There is just something about Texas black metal — and AVERSE SEFIRA and THORNSPAWN almost always come to mind immediately — that makes me think of desert heat, wanton acts of violence, the Sacrifice of the Nazarene Child Festival in San Antonio, and a whole lot of bullet belts and spikes. In that regard "Advent Parallax" is definitive Texas black metal. One can hear it in the raspy (but not overly so) and largely intelligible vocals and the waves of six-string malevolence that overtake the listener. The harmonizing is rarely pleasing to the ear in a conventional sense, though more so than THORNSPAWN, yet within the peculiar, even dissonant chords and trebly harmony swarms is a regal quality, in some ways like what DARK FUNERAL does with their circular patterns.
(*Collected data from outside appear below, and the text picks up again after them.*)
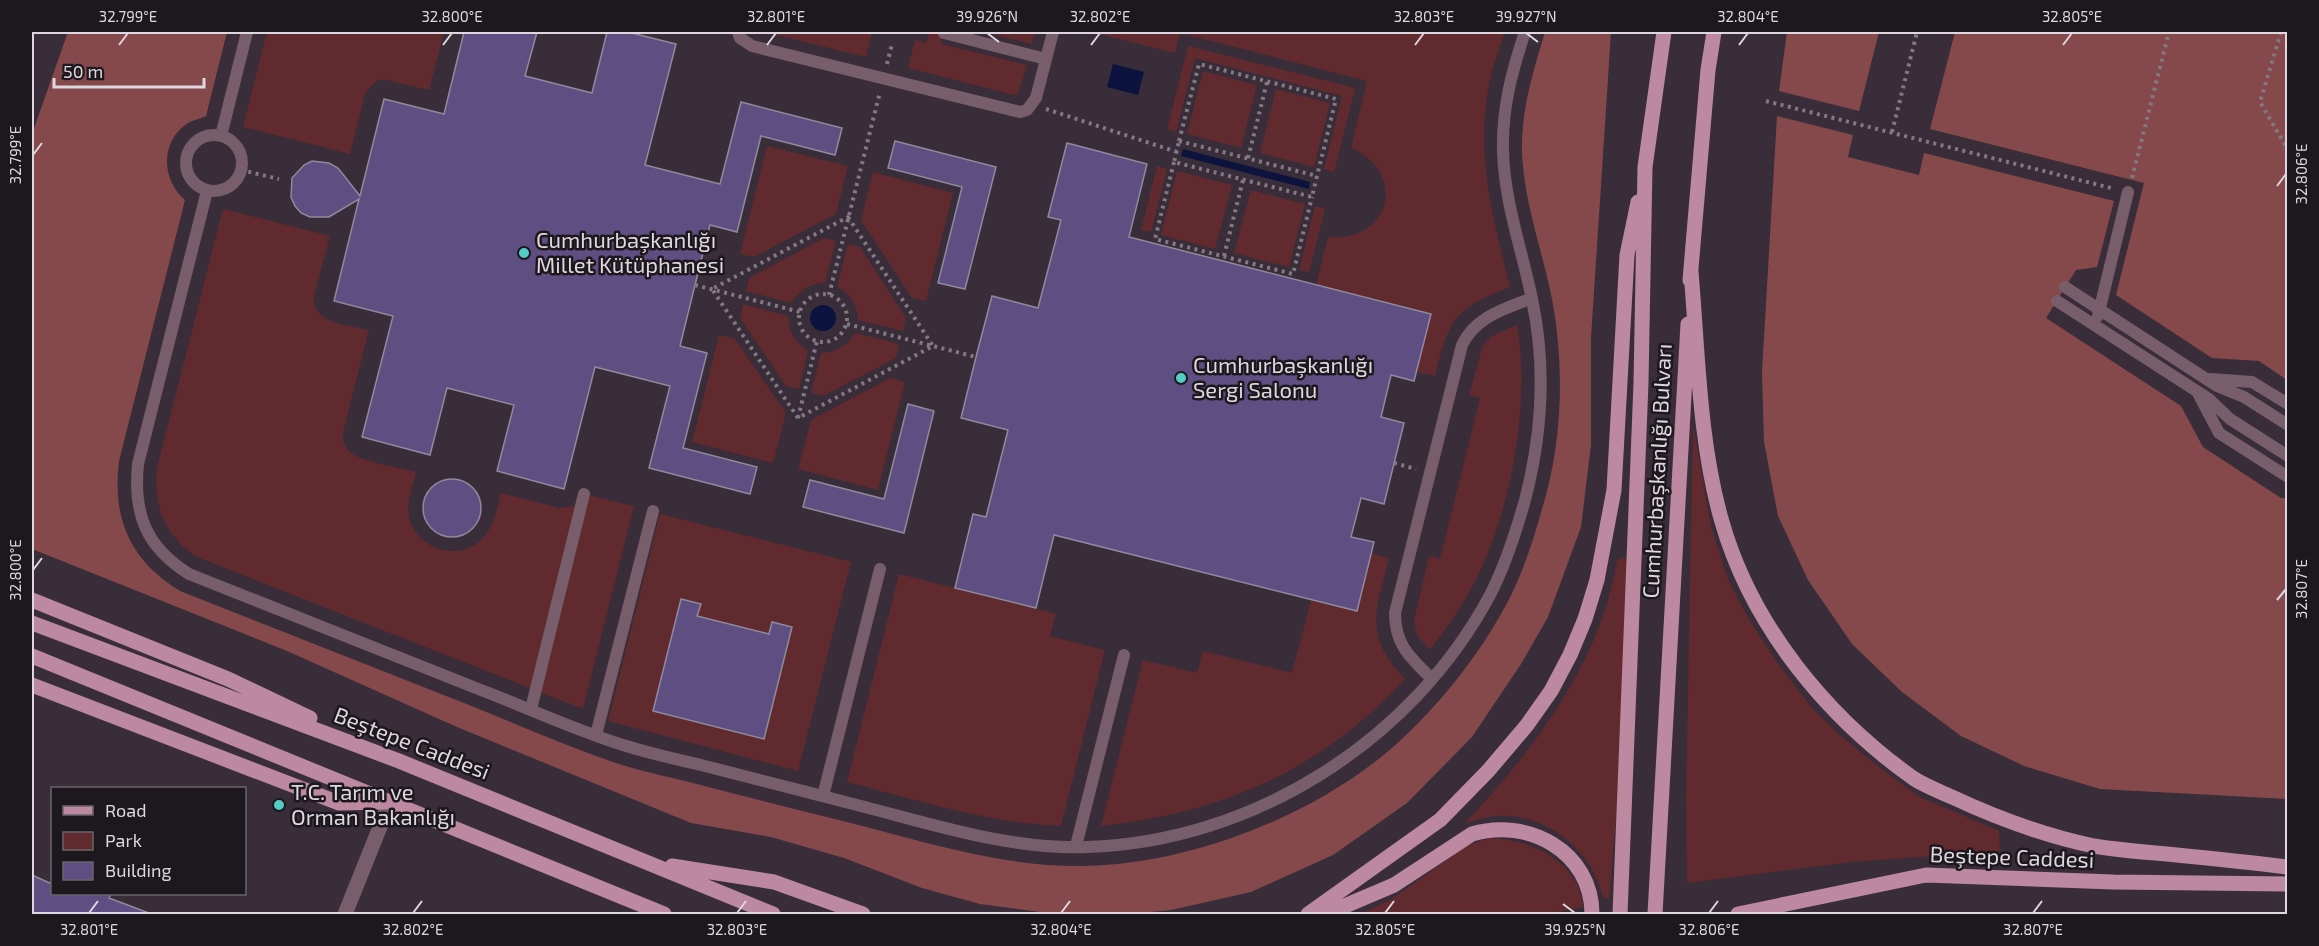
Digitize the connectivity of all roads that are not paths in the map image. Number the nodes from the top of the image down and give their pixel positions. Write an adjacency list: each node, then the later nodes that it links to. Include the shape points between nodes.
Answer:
1 (247, 32): 9 (lane)
2 (738, 32): 8 (lane, via 740,38 753,46 1012,112 1027,110 1032,105)
3 (1053, 32): 8 (lane)
4 (1525, 32): 15 (lane, via 1508,84 1503,156 1507,194)
5 (1664, 32): 10 (main road, Cumhurbaşkanlığı Bulvarı)
6 (1714, 32): 13 (main road, Cumhurbaşkanlığı Bulvarı)
7 (944, 33): 8 (lane)
8 (1046, 59)
9 (221, 136): 11 (lane, via 199,140 187,156 188,173); 11 (lane, via 236,146 241,155 241,170 228,188)
10 (1645, 167): 47 (main road, via 1627,255 1614,490 1598,580 1570,655 1527,725 1440,820); 50 (main road, Cumhurbaşkanlığı Bulvarı, via 1641,383)
11 (207, 190): 34 (lane, via 138,465 140,514 153,542 189,574)
12 (2128, 192): 17 (lane)
13 (1691, 272): 41 (main road, via 1703,410 1722,521 1740,572 1766,620 1824,700 1866,741 1915,779 2011,822 2094,846); 51 (main road, Cumhurbaşkanlığı Bulvarı)
14 (2065, 287): 17 (lane)
15 (1532, 298): 32 (lane, via 1541,392 1526,497 1492,592); 32 (lane, via 1481,320 1462,345 1395,613 1405,652)
16 (2057, 301): 18 (lane)
17 (2100, 309): 18 (lane); 19 (lane)
18 (2095, 326): 20 (lane)
19 (2206, 378): 20 (lane); 21 (lane, via 2252,382); 22 (lane)
20 (2197, 392): 23 (lane, via 2230,419); 24 (lane, via 2219,433)
21 (2288, 404)
22 (2288, 425)
23 (2288, 456)
24 (2288, 477)
25 (584, 494): 34 (lane)
26 (653, 511): 35 (lane)
27 (880, 569): 37 (lane)
28 (32, 600): 36 (main road, via 228,679)
29 (32, 623): 36 (main road, Beştepe Caddesi)
30 (1124, 655): 39 (lane)
31 (32, 656): 38 (main road)
32 (1432, 679): 39 (lane, via 1390,724 1332,769 1272,802 1210,825 1150,840)
33 (32, 685): 38 (main road, via 339,803)
34 (531, 709): 35 (lane)
35 (596, 735): 37 (lane)
36 (399, 761): 40 (main road, Beştepe Caddesi)
37 (823, 796): 39 (lane, via 967,833 1026,844)
38 (390, 801): 43 (street); 44 (main road)
39 (1076, 846)
40 (645, 861): 45 (main road, Beştepe Caddesi); 46 (main road, via 774,882)
41 (2288, 867)
42 (2288, 884): 52 (main road, Beştepe Caddesi, via 1926,875)
43 (345, 915)
44 (664, 915)
45 (773, 915)
46 (863, 915)
47 (1308, 915)
48 (1326, 915): 49 (main road, via 1394,885 1472,834 1508,829 1545,840 1573,861 1586,879)
49 (1592, 915)
50 (1620, 915)
51 (1655, 915)
52 (1738, 915)

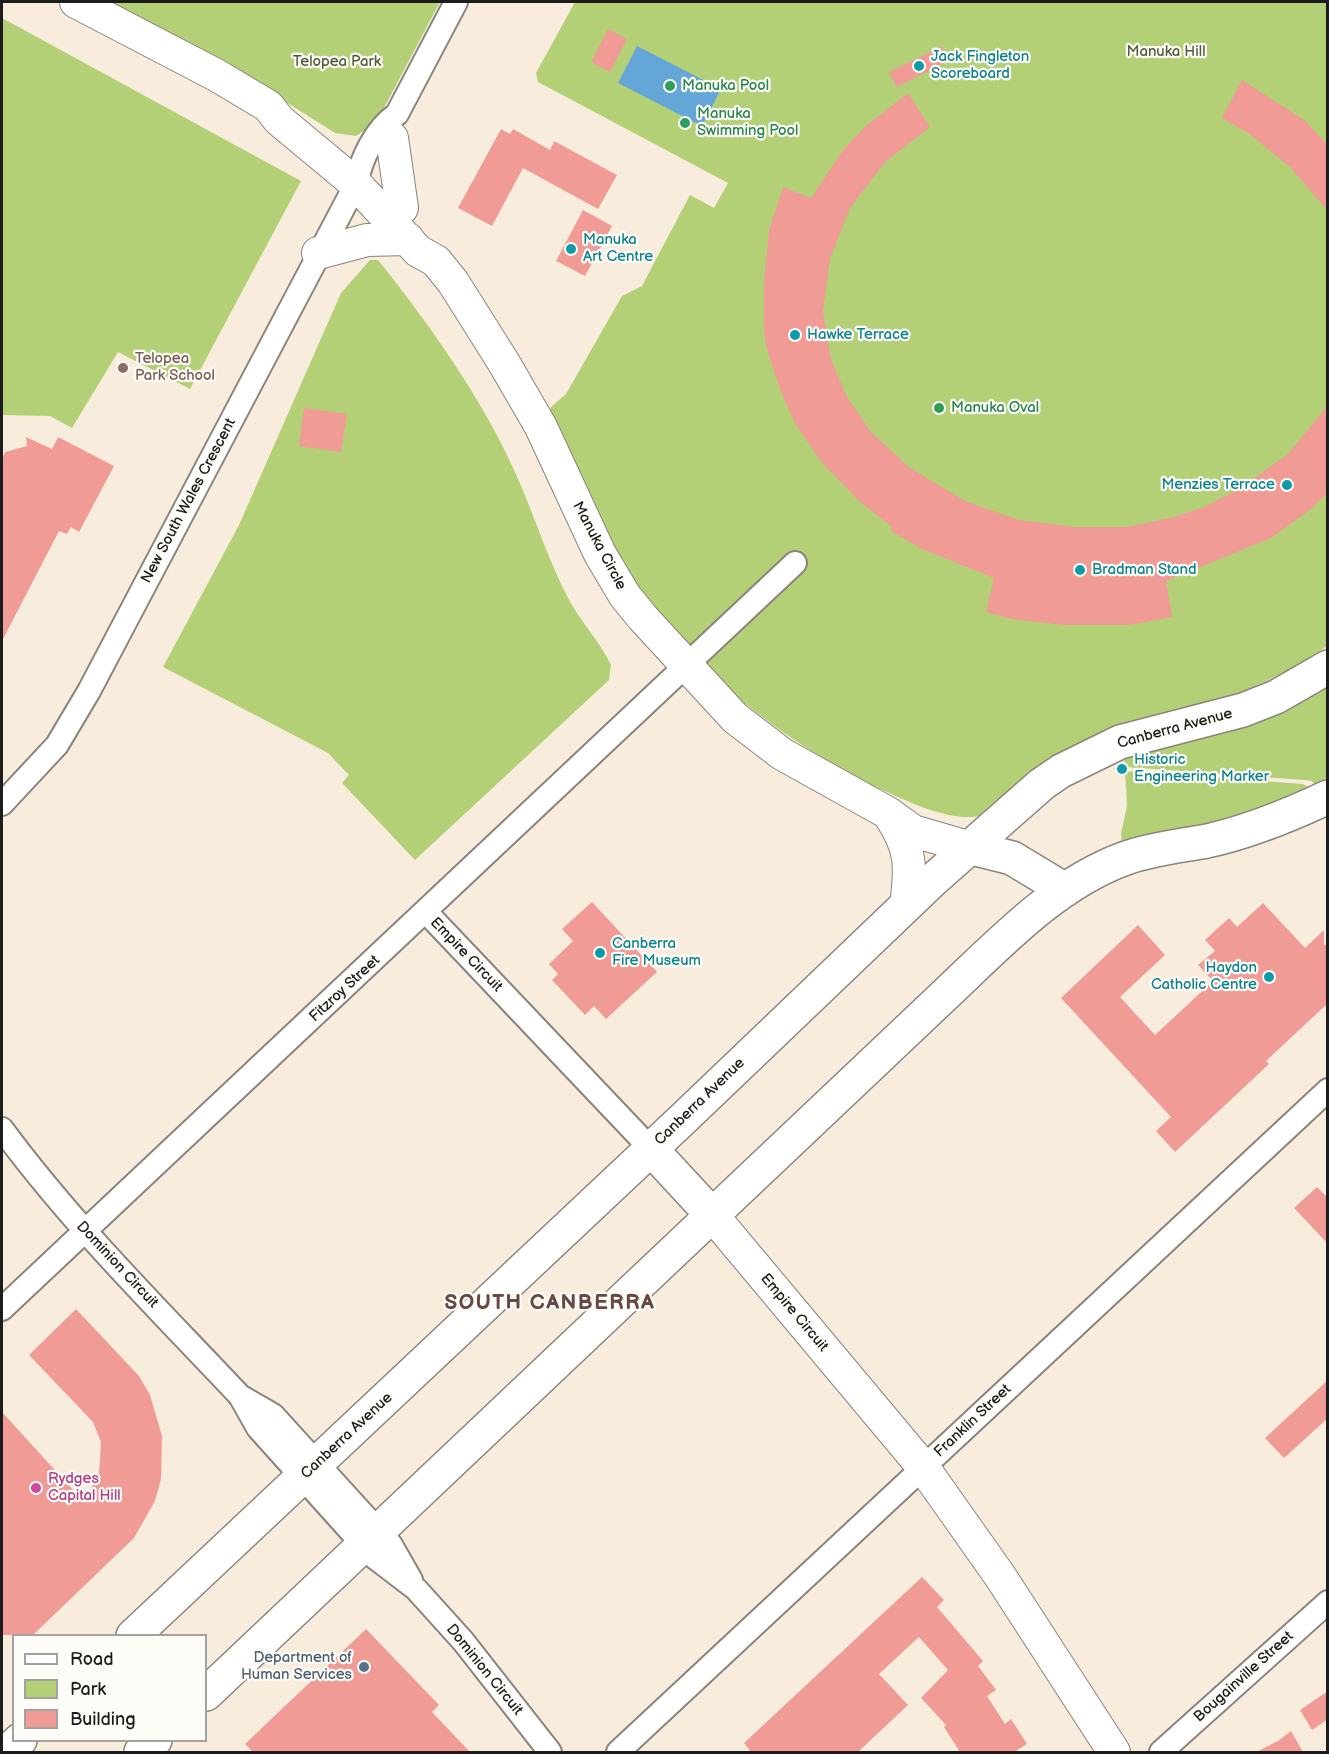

The songs are long, blast beaten, and include a bevy of cool pace shifts and riff contortions that somehow keep one's interest throughout, provided you aren't trying to relax after a root canal.
It is not surprising that the recording harnesses the AVERSE SEFIRA sound so completely, considering that WATAIN's Tore Stjerna produced it. That same sinister aural quality that WATAIN always seems to nail is present here and makes all the difference in the world.
It would be a stretch to call "Advent Parallax" an elite album, but it sure as hell is a fine example of the upper tier of USBM. The feelings one gets and the images conjured (that whole Texas BM thing, for example) from time spent with "Advent Parallax" is something that can't be learned in practice; you've either got it or you don't. That and some pretty darn good songwriting make "Advent Parallax" a devilishly good listen.